Sunday, January 29, 2006

Maytag CEO Ralph Hake: The Poster Child for What’s Wrong with CEO Pay

Rarely in this blog will you see me directly criticize an individual’s compensation arrangements but this example epitomizes why shareholders are angry about the state of CEO compensation today. It is these types of incidents that lead to generalizations about executive pay and the resulting activism, legislation, and misguided reactions. We cannot conclude that all CEO pay is wrong, or that most CEO pay is wrong, but I can conclude that Ralph Hake’s compensation arrangement, in light of his destruction of Maytag and its treatment of its customers, is unacceptable. The members of the Compensation Committee of the Board of Directors should be held accountable for this. Here's why.

The CEO joins the company in June 2001, proceeds to destroy two-thirds of the company’s market value over the next 4 years costing the shareholders $1.6 billion. In return, he gets compensation of $9.4 million by having the company taken over by Whirlpool Corp. This describes the situation with Maytag's CEO Ralph Hake. By driving the company into the ground, Maytag became an easy takeover target, triggering Mr. Hake’s golden parachute payments. This, of course, is on top of his multi-million dollar annual pay package.

I can see one source of the problem: the Charter of the Compensation Committee, dated 11-11-04 and posted on Maytag’s website, says:

“The Committee’s basic responsibility, on behalf of the Board, is to assure that the Chief Executive Officer and senior executives of Maytag and its wholly owned affiliates are compensated effectively in a manner consistent with the stated compensation strategy of Maytag, internal equity considerations, competitive practice, and the requirements of the appropriate regulatory bodies.”

What’s missing? How about the obvious: that the Committee’s primary job is to ensure executive compensation supports shareholder value creation. The Committee members seem to have satisfied their Charter. Unfortunately, it’s the wrong Charter.

Not only did the shareholders pay dearly, but during this time Maytag’s product quality plummeted, costing customers millions of dollars. I don’t see any mention of “customer” in their Charter either.

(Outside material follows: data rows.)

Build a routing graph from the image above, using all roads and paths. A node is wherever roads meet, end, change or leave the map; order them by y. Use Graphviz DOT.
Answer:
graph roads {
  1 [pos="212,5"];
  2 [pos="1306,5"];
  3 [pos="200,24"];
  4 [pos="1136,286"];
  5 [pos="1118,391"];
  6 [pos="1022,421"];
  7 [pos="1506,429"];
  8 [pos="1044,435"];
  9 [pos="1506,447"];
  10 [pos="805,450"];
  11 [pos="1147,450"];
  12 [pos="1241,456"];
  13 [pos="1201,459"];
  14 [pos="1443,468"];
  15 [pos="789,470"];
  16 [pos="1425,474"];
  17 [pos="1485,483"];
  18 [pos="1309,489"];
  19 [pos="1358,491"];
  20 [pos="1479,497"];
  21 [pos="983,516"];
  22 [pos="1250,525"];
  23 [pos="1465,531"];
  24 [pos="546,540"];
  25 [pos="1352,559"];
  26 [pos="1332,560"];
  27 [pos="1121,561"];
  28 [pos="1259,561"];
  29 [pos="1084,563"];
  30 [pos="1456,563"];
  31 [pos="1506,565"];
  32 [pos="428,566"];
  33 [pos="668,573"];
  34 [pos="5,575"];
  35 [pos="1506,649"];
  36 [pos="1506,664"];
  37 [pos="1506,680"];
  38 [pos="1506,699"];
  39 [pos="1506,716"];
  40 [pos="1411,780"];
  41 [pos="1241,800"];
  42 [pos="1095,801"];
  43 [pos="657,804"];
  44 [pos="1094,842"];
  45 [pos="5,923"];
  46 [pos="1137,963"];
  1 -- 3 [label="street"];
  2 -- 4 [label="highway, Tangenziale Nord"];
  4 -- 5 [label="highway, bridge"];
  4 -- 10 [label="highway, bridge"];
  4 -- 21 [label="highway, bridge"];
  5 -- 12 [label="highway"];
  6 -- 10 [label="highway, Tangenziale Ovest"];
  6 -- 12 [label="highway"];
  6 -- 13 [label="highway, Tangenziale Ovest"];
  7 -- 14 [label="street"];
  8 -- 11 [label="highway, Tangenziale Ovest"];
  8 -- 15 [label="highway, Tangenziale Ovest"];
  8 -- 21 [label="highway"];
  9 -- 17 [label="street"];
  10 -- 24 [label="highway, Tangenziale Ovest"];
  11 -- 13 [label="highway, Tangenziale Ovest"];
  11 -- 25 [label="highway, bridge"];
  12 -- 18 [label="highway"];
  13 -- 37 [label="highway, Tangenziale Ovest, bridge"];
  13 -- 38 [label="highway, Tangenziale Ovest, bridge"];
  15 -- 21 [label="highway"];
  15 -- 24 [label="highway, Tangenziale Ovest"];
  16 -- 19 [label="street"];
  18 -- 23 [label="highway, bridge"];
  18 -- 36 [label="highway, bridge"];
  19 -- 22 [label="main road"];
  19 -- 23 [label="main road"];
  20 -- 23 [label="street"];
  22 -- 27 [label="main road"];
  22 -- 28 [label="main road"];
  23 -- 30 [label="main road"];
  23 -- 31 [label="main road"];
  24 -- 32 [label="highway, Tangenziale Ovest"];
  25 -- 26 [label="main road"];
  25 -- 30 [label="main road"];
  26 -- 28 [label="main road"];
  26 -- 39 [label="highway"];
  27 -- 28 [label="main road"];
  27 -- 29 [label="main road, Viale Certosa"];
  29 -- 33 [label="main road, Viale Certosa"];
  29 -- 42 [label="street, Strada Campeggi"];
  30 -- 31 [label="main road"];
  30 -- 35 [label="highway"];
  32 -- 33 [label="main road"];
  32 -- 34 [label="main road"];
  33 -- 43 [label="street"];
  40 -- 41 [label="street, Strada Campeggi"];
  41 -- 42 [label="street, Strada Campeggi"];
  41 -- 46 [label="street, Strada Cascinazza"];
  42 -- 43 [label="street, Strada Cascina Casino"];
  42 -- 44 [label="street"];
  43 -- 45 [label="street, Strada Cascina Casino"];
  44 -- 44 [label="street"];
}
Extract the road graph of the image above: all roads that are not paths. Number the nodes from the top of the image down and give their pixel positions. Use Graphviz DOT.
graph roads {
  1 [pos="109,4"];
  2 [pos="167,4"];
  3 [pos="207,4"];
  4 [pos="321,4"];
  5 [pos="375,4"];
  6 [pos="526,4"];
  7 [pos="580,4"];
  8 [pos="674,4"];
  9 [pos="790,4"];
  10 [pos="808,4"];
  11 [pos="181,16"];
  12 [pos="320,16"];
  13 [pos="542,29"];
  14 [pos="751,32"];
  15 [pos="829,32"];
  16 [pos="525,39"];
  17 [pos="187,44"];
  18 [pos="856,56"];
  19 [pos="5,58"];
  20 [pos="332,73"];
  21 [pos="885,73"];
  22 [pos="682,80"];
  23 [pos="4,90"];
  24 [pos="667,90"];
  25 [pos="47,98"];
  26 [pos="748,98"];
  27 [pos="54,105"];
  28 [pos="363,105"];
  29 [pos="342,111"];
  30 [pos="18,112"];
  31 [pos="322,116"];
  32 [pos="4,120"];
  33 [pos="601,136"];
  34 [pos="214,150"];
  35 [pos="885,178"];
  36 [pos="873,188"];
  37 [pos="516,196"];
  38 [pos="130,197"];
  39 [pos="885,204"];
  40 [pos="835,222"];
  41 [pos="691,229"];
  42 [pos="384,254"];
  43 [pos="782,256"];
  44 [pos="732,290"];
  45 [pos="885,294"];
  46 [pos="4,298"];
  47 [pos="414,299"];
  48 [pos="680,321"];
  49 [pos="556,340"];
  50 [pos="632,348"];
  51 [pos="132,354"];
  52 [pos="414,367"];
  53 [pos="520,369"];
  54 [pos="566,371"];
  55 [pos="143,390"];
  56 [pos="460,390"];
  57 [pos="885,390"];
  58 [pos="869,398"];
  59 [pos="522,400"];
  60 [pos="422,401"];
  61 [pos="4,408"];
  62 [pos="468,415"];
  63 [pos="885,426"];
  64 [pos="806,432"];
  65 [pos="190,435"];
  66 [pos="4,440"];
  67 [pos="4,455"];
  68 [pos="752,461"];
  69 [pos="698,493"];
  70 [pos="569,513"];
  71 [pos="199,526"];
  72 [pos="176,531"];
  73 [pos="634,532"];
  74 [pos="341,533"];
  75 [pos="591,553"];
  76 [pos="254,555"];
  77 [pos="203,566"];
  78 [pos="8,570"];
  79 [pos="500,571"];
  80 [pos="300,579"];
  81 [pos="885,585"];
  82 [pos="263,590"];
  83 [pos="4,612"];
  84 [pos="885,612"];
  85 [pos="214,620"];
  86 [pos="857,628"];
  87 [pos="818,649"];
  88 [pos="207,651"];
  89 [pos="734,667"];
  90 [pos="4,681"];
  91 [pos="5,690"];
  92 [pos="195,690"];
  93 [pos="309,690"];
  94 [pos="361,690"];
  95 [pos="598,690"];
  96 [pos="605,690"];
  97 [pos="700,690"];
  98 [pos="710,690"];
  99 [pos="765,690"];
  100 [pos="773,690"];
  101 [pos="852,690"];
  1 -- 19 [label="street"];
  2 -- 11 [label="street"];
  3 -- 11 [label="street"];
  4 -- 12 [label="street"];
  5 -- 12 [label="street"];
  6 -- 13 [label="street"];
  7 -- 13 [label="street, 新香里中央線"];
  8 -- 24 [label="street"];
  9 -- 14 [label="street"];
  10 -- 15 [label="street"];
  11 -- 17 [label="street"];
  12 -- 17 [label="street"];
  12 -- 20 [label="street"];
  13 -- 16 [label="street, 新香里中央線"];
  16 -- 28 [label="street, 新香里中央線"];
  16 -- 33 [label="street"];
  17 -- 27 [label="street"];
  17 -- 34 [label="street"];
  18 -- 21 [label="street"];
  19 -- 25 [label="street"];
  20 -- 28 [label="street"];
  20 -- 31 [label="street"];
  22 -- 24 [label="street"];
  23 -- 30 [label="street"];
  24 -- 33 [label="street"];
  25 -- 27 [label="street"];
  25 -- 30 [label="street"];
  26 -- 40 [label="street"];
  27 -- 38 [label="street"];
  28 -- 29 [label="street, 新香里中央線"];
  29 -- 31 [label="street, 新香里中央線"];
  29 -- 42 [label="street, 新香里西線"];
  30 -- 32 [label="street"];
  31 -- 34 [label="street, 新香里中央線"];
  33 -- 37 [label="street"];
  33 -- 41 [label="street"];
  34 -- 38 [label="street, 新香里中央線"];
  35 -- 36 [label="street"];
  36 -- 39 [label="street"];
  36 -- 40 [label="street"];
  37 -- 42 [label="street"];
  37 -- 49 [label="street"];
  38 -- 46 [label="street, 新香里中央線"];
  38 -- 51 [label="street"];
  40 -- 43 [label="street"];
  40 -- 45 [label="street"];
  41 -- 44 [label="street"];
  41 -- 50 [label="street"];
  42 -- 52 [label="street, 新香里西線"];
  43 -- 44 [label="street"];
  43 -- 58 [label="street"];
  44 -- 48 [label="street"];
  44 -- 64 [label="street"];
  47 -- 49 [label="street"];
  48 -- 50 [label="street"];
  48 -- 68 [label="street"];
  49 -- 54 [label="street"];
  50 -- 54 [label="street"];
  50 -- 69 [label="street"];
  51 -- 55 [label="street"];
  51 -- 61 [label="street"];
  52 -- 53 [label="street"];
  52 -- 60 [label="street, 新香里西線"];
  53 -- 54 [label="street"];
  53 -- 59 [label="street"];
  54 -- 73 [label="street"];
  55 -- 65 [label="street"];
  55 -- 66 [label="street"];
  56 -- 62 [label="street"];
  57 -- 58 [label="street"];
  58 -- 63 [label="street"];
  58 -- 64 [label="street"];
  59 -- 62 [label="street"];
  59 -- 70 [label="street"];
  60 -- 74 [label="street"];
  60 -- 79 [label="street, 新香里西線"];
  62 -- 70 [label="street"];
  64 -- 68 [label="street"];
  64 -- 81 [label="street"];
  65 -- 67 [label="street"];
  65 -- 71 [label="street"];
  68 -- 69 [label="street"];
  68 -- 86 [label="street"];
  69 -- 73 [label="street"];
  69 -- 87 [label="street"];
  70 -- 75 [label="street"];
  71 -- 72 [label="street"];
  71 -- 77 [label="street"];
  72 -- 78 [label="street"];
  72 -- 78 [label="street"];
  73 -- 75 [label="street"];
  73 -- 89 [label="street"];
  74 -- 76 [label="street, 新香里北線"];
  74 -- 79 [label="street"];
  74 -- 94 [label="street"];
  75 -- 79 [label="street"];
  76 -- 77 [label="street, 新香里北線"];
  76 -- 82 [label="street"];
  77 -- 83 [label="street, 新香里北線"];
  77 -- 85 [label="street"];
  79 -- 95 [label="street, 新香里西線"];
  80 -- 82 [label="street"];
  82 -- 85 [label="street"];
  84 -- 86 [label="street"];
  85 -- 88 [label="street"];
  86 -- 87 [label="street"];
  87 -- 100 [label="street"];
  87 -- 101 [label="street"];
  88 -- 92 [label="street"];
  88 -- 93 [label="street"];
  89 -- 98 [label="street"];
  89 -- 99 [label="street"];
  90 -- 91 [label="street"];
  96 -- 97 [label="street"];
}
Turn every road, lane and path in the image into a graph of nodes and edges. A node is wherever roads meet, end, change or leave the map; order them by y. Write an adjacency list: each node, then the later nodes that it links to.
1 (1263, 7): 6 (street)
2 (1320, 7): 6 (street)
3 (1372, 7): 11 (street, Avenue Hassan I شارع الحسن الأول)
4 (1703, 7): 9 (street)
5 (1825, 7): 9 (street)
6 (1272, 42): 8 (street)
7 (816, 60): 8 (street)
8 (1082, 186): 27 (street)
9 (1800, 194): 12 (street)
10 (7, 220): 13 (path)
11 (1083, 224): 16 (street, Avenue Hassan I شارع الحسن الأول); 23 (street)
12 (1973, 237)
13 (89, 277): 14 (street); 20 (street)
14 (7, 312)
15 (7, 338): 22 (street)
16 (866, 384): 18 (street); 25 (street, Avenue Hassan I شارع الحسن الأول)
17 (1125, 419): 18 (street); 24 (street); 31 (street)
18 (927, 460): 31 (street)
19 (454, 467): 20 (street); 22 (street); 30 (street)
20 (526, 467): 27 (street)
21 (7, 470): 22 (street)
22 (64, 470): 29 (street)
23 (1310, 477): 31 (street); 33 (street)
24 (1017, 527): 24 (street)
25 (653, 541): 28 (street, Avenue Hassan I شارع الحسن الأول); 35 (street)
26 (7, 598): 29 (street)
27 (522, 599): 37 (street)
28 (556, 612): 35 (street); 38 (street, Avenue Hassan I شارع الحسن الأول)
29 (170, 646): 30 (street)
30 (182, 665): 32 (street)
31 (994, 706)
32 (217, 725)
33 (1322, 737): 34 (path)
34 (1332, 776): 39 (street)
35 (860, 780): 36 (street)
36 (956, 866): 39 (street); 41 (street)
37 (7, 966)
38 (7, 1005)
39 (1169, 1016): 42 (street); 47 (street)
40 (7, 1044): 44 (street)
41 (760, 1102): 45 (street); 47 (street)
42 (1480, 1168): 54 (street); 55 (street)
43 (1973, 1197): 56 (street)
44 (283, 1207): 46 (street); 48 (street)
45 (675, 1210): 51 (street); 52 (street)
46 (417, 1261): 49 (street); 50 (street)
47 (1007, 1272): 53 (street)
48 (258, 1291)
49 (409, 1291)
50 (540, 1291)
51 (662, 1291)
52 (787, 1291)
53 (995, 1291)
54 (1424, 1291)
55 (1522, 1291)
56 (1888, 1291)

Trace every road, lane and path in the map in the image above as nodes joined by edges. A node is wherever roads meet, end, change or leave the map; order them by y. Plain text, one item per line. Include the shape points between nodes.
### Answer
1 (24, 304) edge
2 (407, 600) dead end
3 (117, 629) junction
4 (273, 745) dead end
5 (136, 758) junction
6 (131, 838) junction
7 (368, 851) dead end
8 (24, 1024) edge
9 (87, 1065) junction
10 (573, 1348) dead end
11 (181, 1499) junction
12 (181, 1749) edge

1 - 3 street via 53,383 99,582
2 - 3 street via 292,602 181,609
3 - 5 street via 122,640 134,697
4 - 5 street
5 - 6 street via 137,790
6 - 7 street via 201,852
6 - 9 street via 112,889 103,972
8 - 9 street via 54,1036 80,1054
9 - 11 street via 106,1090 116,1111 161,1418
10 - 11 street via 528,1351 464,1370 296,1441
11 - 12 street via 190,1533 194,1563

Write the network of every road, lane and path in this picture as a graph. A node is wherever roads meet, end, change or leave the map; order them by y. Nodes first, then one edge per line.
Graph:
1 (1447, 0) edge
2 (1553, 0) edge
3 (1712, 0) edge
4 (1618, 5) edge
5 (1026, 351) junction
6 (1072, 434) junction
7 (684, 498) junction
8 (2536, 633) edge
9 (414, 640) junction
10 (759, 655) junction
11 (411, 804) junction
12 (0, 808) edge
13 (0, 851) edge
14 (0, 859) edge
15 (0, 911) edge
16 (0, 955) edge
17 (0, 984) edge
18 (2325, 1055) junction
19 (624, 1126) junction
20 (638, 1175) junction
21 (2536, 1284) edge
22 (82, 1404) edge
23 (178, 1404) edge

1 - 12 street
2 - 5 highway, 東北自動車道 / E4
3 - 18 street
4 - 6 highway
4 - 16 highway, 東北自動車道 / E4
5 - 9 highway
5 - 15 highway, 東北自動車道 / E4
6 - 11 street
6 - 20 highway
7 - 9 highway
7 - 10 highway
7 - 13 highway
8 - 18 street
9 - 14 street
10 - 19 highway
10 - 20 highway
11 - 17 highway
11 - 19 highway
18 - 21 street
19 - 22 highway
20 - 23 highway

That Maytag repairman is really going to be the "lonliest man in town" now because he'll be out of a job while Ralph enjoys his newfound millions. This is why people are angry about executive pay.

Thursday, January 19, 2006

Pay for What Performance?

"$400 awarded to each Alaska Airlines employee."
http://seattletimes.nwsource.com/html/businesstechnology
/2002748080_bizbriefs19.html


This headline could have just as easily read “Alaska Airlines Pays $4 million in bonuses for providing subpar customer satisfaction 1/3 of the time.” At the schools I attended, missing 1/3 of the answers was a score of 67% -- a “D” -- and I don’t remember any bonuses being paid for that.

The other interesting tidbit in this article is that Alaska missed its on-time goals 100% of the time in 2005 when compared to other airlines. But the company has nipped this problem in the bud. Rather than comparing itself to airlines with whom it competes in the marketplace, the company will now pay bonuses based on the percentage of flights it “expects to arrive on time each month” in 2006.

Incentive compensation design is a fascinating topic and pay-for-performance is one of the key issues in executive pay right now. I wonder how this message will play to Alaska Airlines shareholders: "We paid our employees an additional $4 million for failing 1/3 of the time on one measure; we failed 100% of the time on another measure and rather than fail 100% of the time again this year, we are lowering the goal so that we have a better chance of paying ourselves a bonus in 2006.” That is the sort of thing that shareholders at other companies are mad about.

I do not own shares of Alaska Airlines but do own shares of Southwest Airlines where customer satisfaction and on-time performance are not a basis for extra pay but a daily expectation and requirement. I'm unable to paste the stock price comparison chart of ALK vs. LUV into this blog but if you are interested you should take a look at it on Yahoo! Finance. A picture truly is worth a thousand words which is much too long for a blog, so I'll just say that some ALK shareholders may be asking for their $4 million back.